Up here in the mile-high city, the atmospheric pressure is appreciably lower (thinner air) than the atmospheric pressure at sea level. Since this has real-world clinical relevance, especially during our third and fourth year clinical rotations, we have to know - and will be tested on - physiological values based on Denver's altitude.
PB = Barometric pressure (Torr)
PiO2 = Partial pressure of oxygen in inspired air (Torr)
PaO2 = Partial pressure of oxygen in arterial blood (mm Hg)
PaCO2 = Partial pressure of CO2 in arterial blood (mm Hg)
SaO2 = Saturation of oxygen in arterial blood (%)
CaO2 = Oxygen concentration in arterial blood (mL O2 / 100 mL blood)
CaCO2 = CO2 concentration arterial blood (mL CO2 / 100 mL blood)
[HCO3-] = Bicarbonate concentration in arterial blood (mM)

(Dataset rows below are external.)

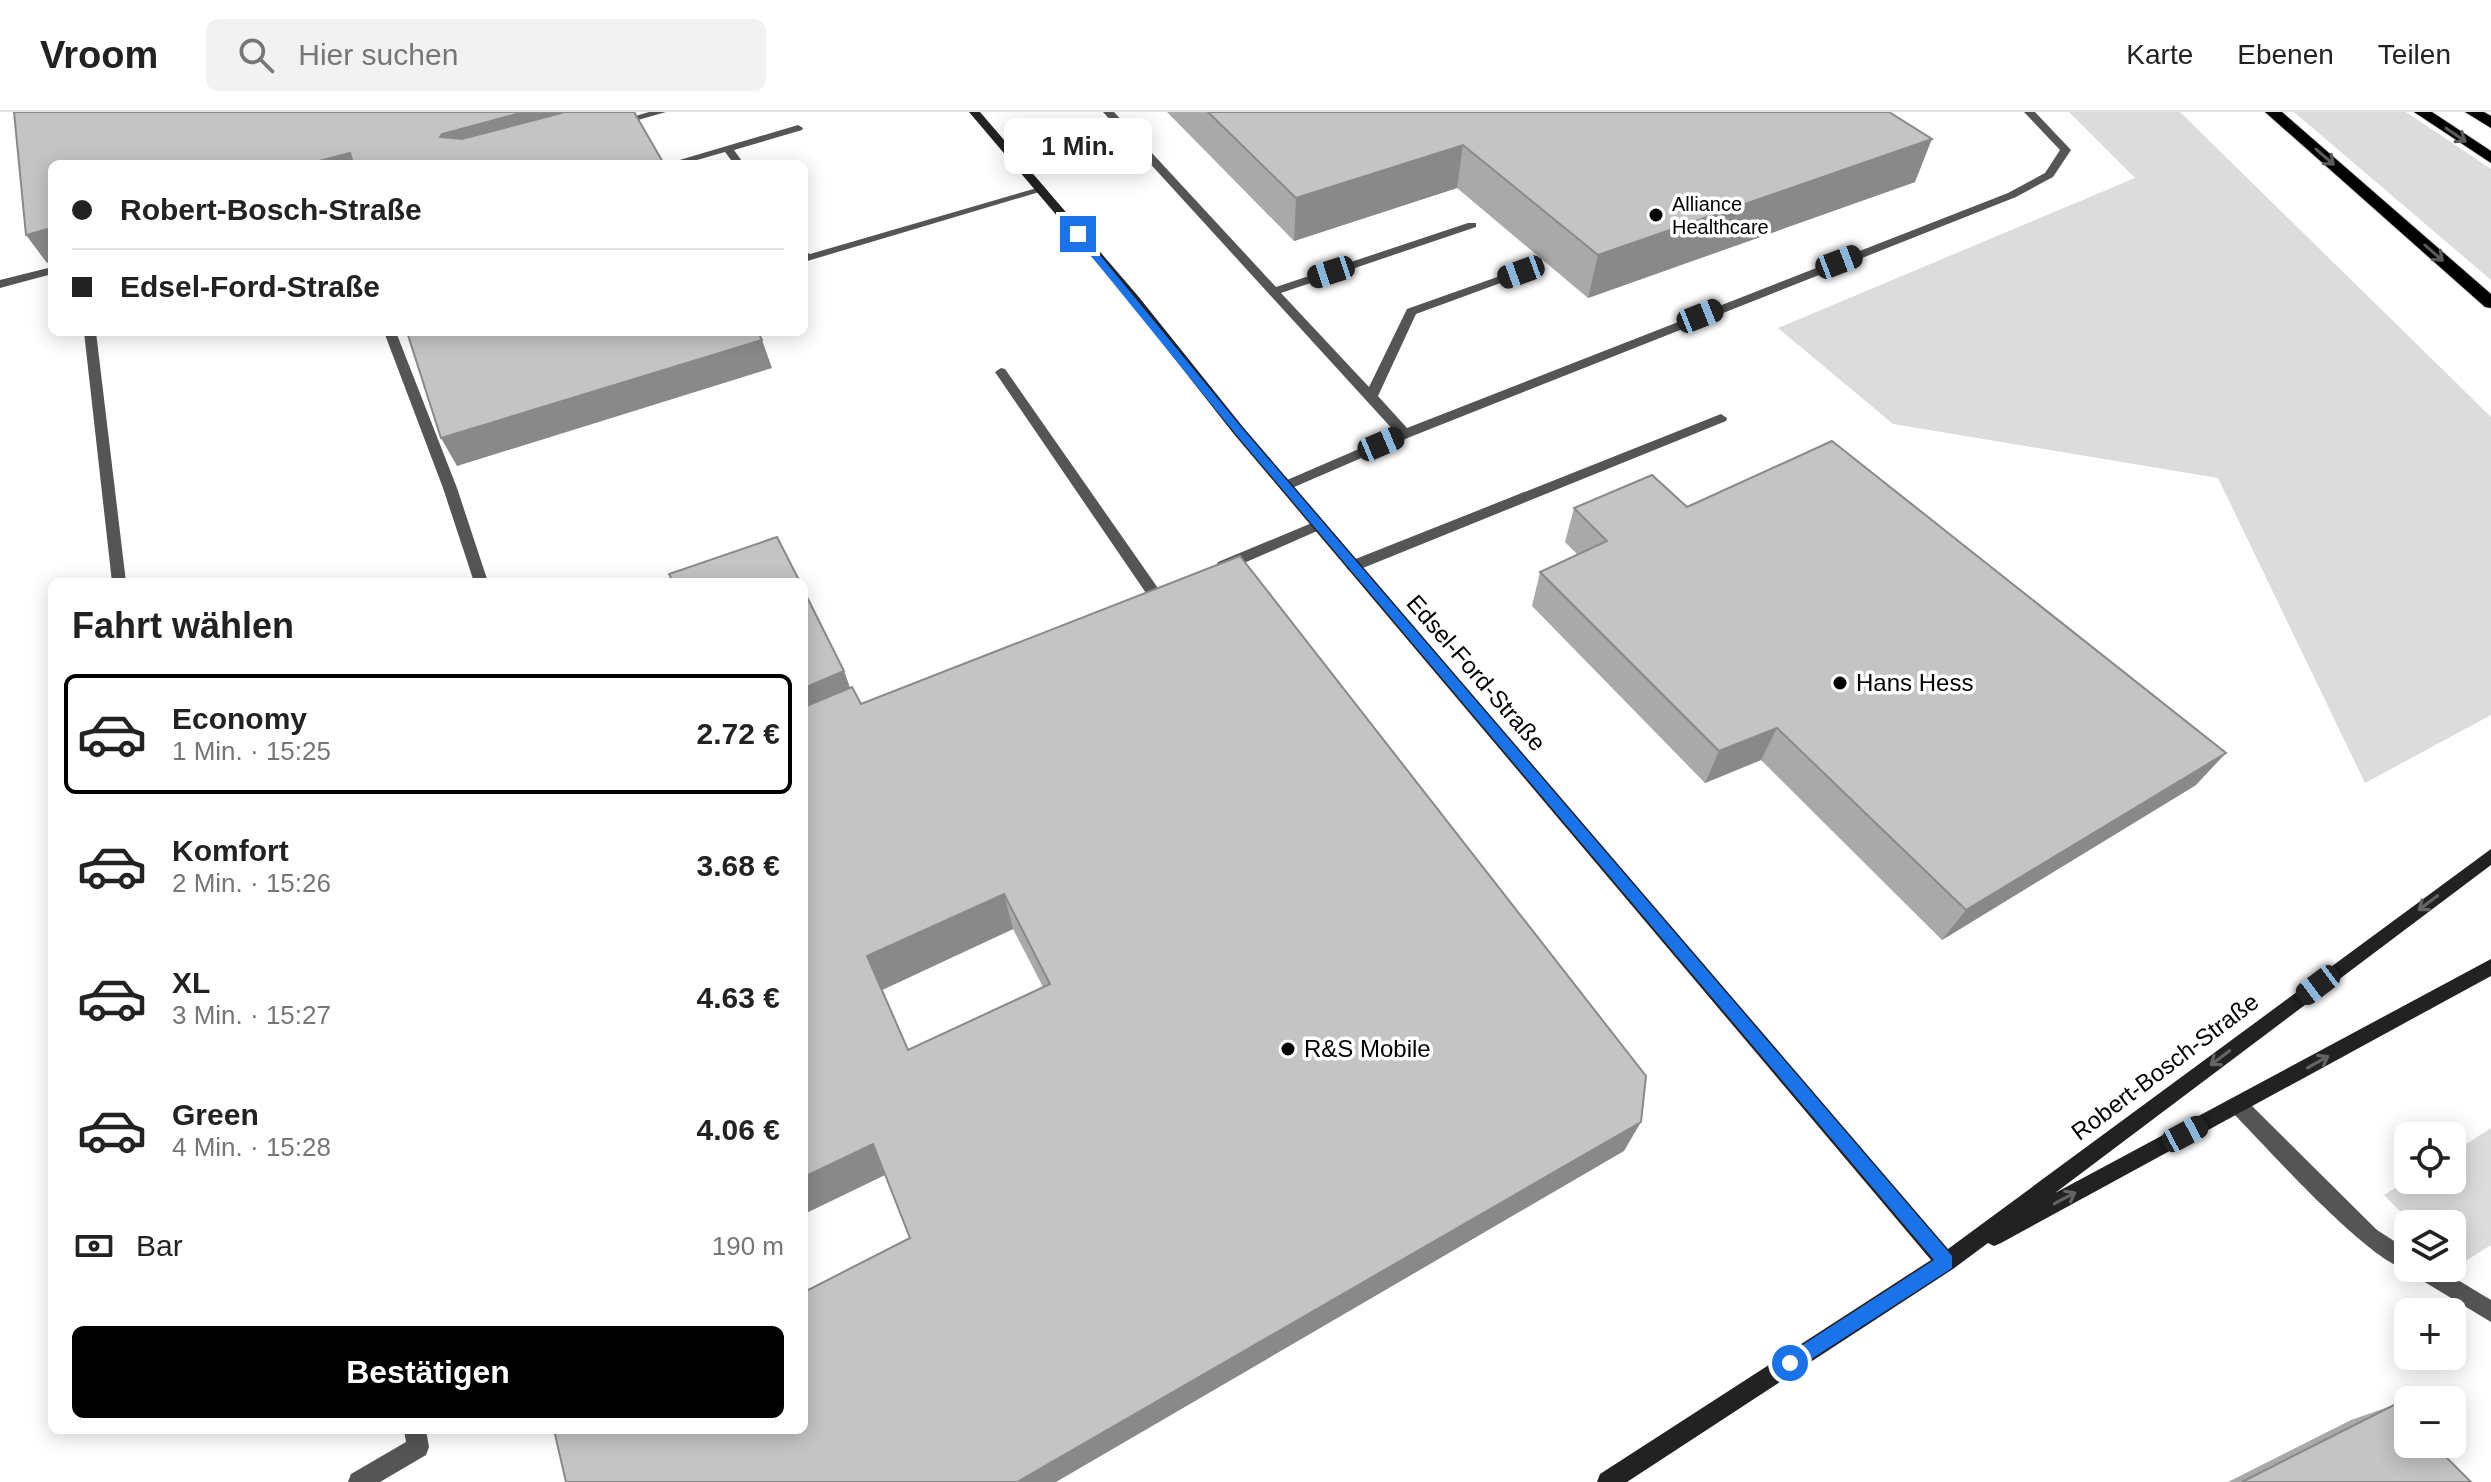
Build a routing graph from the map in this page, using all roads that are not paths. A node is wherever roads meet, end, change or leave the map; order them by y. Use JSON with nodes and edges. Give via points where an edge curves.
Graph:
{"nodes":[{"id":1,"x":661,"y":112,"type":"edge"},
{"id":2,"x":974,"y":112,"type":"edge"},
{"id":3,"x":1108,"y":112,"type":"edge"},
{"id":4,"x":2029,"y":112,"type":"edge"},
{"id":5,"x":2273,"y":112,"type":"edge"},
{"id":6,"x":2422,"y":112,"type":"edge"},
{"id":7,"x":2473,"y":112,"type":"edge"},
{"id":8,"x":2491,"y":123,"type":"edge"},
{"id":9,"x":599,"y":128,"type":"edge"},
{"id":10,"x":798,"y":128,"type":"dead end"},
{"id":11,"x":728,"y":149,"type":"junction"},
{"id":12,"x":2491,"y":158,"type":"edge"},
{"id":13,"x":686,"y":160,"type":"edge"},
{"id":14,"x":736,"y":160,"type":"edge"},
{"id":15,"x":1041,"y":190,"type":"junction"},
{"id":16,"x":1472,"y":225,"type":"dead end"},
{"id":17,"x":808,"y":259,"type":"edge"},
{"id":18,"x":48,"y":271,"type":"edge"},
{"id":19,"x":1521,"y":272,"type":"dead end"},
{"id":20,"x":0,"y":284,"type":"edge"},
{"id":21,"x":1274,"y":291,"type":"junction"},
{"id":22,"x":2491,"y":303,"type":"edge"},
{"id":23,"x":90,"y":336,"type":"edge"},
{"id":24,"x":392,"y":336,"type":"edge"},
{"id":25,"x":1001,"y":372,"type":"dead end"},
{"id":26,"x":1371,"y":397,"type":"junction"},
{"id":27,"x":1721,"y":418,"type":"dead end"},
{"id":28,"x":1405,"y":434,"type":"junction"},
{"id":29,"x":1285,"y":486,"type":"junction"},
{"id":30,"x":1319,"y":525,"type":"junction"},
{"id":31,"x":1353,"y":566,"type":"junction"},
{"id":32,"x":1209,"y":572,"type":"edge"},
{"id":33,"x":119,"y":578,"type":"edge"},
{"id":34,"x":480,"y":578,"type":"edge"},
{"id":35,"x":1127,"y":606,"type":"edge"},
{"id":36,"x":2491,"y":856,"type":"edge"},
{"id":37,"x":2491,"y":967,"type":"edge"},
{"id":38,"x":2238,"y":1105,"type":"junction"},
{"id":39,"x":2394,"y":1252,"type":"edge"},
{"id":40,"x":1946,"y":1262,"type":"junction"},
{"id":41,"x":2443,"y":1282,"type":"edge"},
{"id":42,"x":2491,"y":1312,"type":"edge"},
{"id":43,"x":416,"y":1434,"type":"edge"},
{"id":44,"x":359,"y":1482,"type":"edge"},
{"id":45,"x":1608,"y":1482,"type":"edge"}],
"edges":[{"from":1,"to":9,"type":"lane"},
{"from":2,"to":15,"type":"street","name":"Edsel-Ford-Straße"},
{"from":3,"to":21,"type":"lane"},
{"from":4,"to":28,"type":"lane","via":[[2066,150],[2049,175],[2012,195]]},
{"from":5,"to":22,"type":"highway","one_way":true},
{"from":6,"to":12,"type":"highway","one_way":true},
{"from":7,"to":8,"type":"highway"},
{"from":10,"to":11,"type":"lane"},
{"from":11,"to":13,"type":"lane"},
{"from":11,"to":14,"type":"lane"},
{"from":15,"to":17,"type":"lane"},
{"from":15,"to":29,"type":"street","name":"Edsel-Ford-Straße"},
{"from":16,"to":21,"type":"lane"},
{"from":18,"to":20,"type":"lane"},
{"from":19,"to":26,"type":"lane","via":[[1411,312]]},
{"from":21,"to":26,"type":"lane"},
{"from":23,"to":33,"type":"lane"},
{"from":24,"to":34,"type":"lane"},
{"from":25,"to":35,"type":"lane","via":[[1162,592]]},
{"from":26,"to":28,"type":"lane"},
{"from":27,"to":31,"type":"lane"},
{"from":28,"to":29,"type":"lane"},
{"from":29,"to":30,"type":"street","name":"Edsel-Ford-Straße"},
{"from":30,"to":31,"type":"street","name":"Edsel-Ford-Straße"},
{"from":30,"to":32,"type":"lane"},
{"from":31,"to":40,"type":"street","name":"Edsel-Ford-Straße"},
{"from":36,"to":40,"type":"street","name":"Robert-Bosch-Straße","one_way":true},
{"from":38,"to":37,"type":"street","name":"Robert-Bosch-Straße","one_way":true},
{"from":38,"to":39,"type":"lane","via":[[2370,1237]]},
{"from":40,"to":38,"type":"street","name":"Robert-Bosch-Straße","one_way":true},
{"from":40,"to":45,"type":"street","name":"Robert-Bosch-Straße"},
{"from":41,"to":42,"type":"lane"},
{"from":43,"to":44,"type":"lane","via":[[418,1447]]}]}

To be fair, every medical student in America has to learn (hopefully) a set of equations that relate all of these terms with each other. That means a medical student in Boston or New York or Los Angeles should be able to derive these values for a patient at any given altitude. The catch is that, here in Denver, we have to memorize two sets of values. It's worth noting that most USMLE Step 1 board questions will likely specify that the patient is at sea level.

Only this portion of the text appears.